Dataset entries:

☆ ☆ ☆ ☆ ☆

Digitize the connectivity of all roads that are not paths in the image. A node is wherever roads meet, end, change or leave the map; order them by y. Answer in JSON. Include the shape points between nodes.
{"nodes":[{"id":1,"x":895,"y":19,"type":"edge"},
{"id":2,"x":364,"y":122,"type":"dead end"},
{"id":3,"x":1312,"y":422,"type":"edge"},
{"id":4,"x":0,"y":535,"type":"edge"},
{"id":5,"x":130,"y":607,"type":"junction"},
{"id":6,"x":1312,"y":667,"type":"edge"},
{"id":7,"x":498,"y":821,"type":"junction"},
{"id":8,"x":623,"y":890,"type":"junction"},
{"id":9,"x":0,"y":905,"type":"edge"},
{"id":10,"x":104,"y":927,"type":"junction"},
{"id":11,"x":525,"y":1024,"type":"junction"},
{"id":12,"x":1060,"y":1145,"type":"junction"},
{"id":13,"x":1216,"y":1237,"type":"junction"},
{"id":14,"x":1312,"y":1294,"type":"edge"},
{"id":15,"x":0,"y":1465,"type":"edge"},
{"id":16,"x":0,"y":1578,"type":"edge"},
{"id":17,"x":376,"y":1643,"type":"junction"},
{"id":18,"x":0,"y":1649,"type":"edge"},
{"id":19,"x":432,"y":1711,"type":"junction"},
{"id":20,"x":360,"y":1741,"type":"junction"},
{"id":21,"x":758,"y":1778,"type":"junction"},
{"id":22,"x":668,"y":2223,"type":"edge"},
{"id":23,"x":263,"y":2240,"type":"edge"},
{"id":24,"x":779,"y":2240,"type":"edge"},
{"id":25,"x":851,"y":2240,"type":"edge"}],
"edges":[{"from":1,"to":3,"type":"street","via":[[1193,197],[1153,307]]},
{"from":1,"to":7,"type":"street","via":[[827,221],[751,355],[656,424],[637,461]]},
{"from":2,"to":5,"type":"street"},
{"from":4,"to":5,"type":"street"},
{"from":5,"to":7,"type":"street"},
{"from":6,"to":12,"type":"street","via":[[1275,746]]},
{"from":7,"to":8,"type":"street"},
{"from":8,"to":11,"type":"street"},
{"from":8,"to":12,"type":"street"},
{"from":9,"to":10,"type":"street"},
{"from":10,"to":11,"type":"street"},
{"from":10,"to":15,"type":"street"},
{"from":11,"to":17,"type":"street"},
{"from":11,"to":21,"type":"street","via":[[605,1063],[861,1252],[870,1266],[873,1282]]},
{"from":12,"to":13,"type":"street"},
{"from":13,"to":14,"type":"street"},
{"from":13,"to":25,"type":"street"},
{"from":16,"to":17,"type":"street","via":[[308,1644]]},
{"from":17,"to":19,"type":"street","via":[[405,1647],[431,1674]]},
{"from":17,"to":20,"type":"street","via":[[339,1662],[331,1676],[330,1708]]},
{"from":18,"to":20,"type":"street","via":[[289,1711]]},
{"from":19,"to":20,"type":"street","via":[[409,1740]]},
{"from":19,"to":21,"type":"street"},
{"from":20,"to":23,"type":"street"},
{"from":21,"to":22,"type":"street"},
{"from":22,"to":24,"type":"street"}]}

☆ ☆ ☆ ☆ ☆

Your task is to return each line of the data above that contains the string "nodes".

» OUTPUT
Digitize the connectivity of all roads that are not paths in the image. A node is wherever roads meet, end, change or leave the map; order them by y. Answer in JSON. Include the shape points between nodes.
{"nodes":[{"id":1,"x":895,"y":19,"type":"edge"},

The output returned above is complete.